→ **Action item**
Filter out all lines without the word "graph" from the data below, please, and copy the rest.

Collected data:
========================================

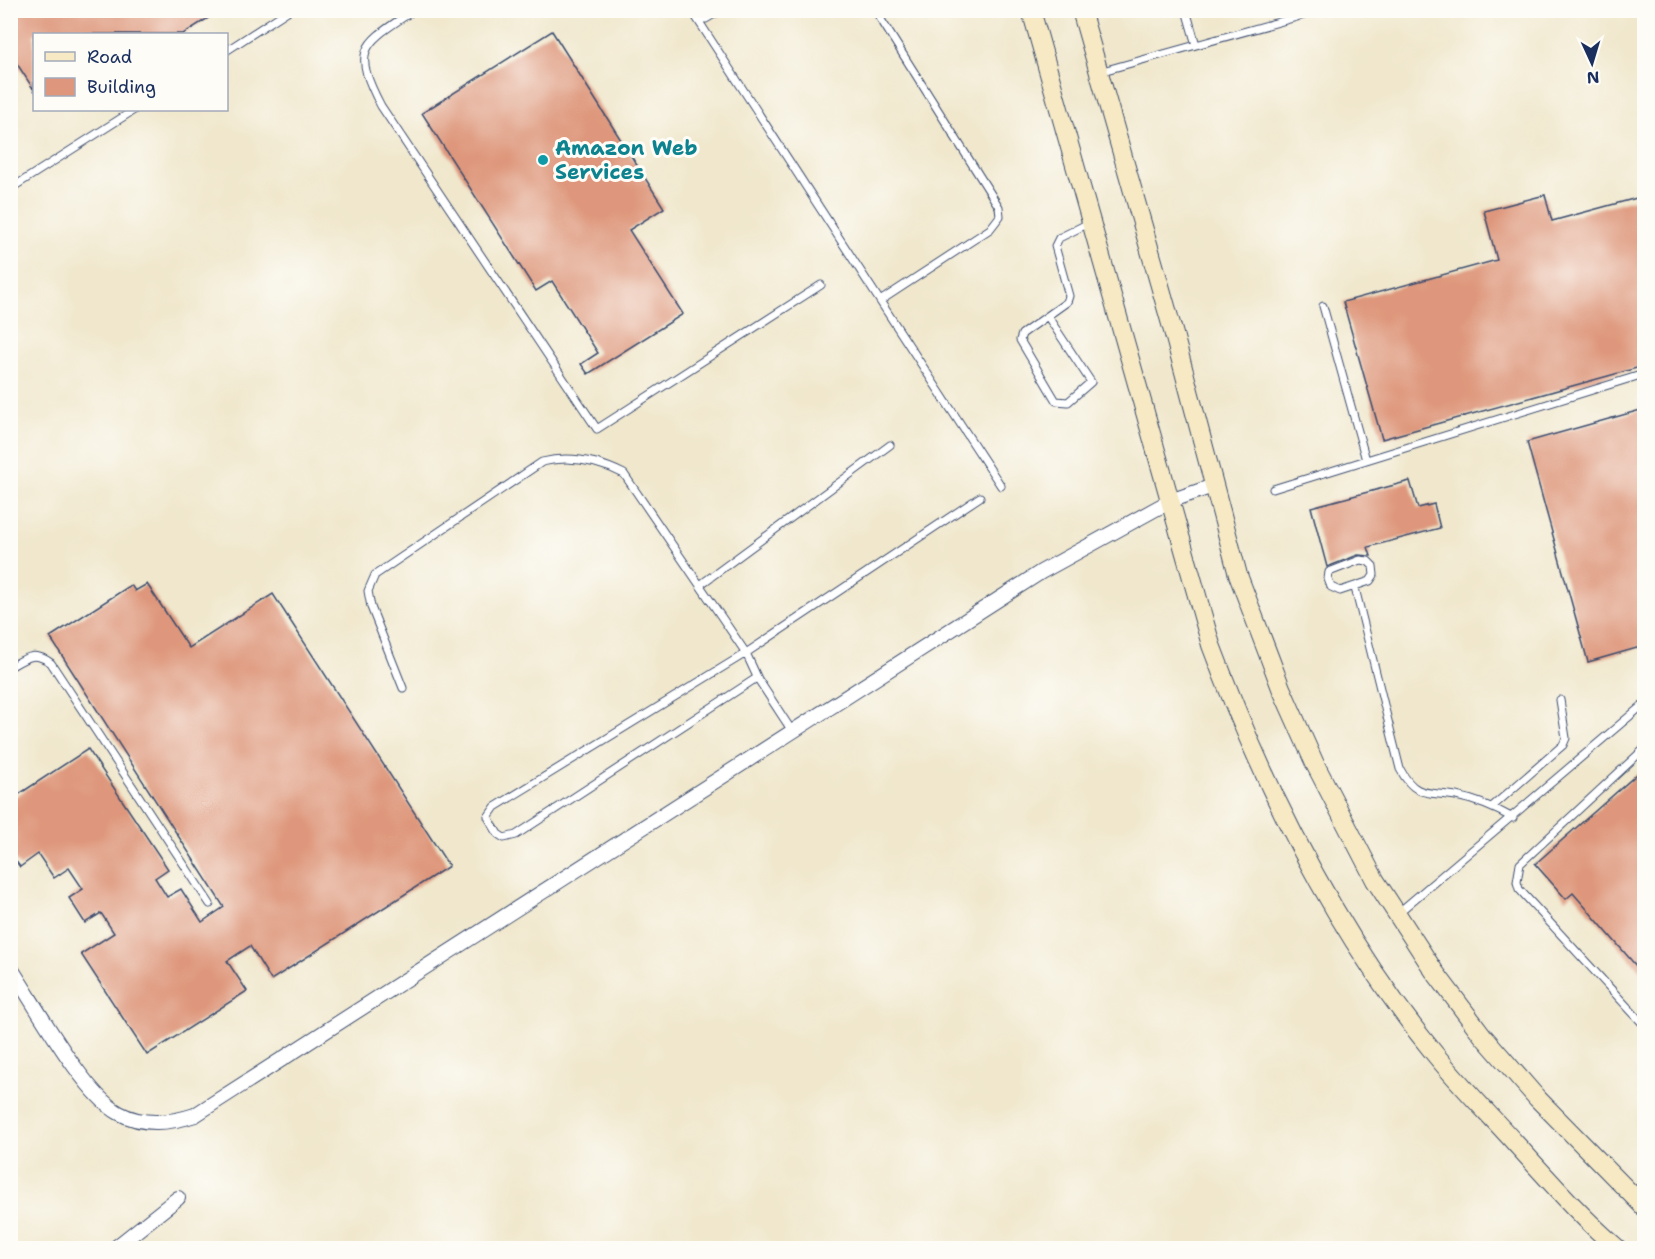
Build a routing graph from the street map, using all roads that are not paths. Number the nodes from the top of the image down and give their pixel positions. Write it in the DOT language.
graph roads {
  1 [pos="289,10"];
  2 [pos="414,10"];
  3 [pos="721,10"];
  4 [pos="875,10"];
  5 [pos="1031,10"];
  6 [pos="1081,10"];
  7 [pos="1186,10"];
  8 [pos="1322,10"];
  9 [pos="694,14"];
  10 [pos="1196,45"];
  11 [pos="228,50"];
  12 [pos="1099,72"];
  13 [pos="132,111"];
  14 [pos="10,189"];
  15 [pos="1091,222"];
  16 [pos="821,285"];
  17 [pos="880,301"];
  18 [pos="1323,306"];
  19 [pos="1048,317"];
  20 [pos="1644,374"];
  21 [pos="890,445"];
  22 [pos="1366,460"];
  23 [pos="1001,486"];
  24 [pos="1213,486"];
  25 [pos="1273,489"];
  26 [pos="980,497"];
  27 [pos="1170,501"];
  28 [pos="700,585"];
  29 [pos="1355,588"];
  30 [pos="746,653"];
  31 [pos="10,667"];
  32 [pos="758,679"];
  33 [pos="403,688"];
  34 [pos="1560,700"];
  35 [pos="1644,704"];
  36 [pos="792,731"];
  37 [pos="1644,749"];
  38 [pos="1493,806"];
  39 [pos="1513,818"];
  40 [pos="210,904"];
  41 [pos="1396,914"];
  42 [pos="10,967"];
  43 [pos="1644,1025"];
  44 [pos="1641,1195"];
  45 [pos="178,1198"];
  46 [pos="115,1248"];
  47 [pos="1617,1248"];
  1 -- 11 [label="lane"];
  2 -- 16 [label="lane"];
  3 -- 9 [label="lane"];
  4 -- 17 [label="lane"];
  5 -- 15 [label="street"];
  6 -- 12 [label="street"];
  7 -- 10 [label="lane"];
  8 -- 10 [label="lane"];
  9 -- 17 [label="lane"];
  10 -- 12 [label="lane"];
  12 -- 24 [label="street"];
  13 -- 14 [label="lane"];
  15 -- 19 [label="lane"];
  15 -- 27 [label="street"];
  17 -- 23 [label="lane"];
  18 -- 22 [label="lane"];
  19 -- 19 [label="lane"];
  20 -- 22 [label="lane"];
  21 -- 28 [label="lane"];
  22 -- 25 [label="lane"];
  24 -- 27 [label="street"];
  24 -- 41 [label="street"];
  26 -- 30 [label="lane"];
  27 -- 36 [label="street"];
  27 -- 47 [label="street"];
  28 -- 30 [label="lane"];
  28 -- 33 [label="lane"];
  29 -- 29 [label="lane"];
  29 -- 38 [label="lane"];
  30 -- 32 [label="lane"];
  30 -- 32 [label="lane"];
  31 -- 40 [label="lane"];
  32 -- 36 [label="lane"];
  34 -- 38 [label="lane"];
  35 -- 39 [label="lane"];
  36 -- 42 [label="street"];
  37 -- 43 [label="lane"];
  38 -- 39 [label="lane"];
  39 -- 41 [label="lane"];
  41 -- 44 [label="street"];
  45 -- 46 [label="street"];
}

========================================

→ **Answer**
Build a routing graph from the street map, using all roads that are not paths. Number the nodes from the top of the image down and give their pixel positions. Write it in the DOT language.
graph roads {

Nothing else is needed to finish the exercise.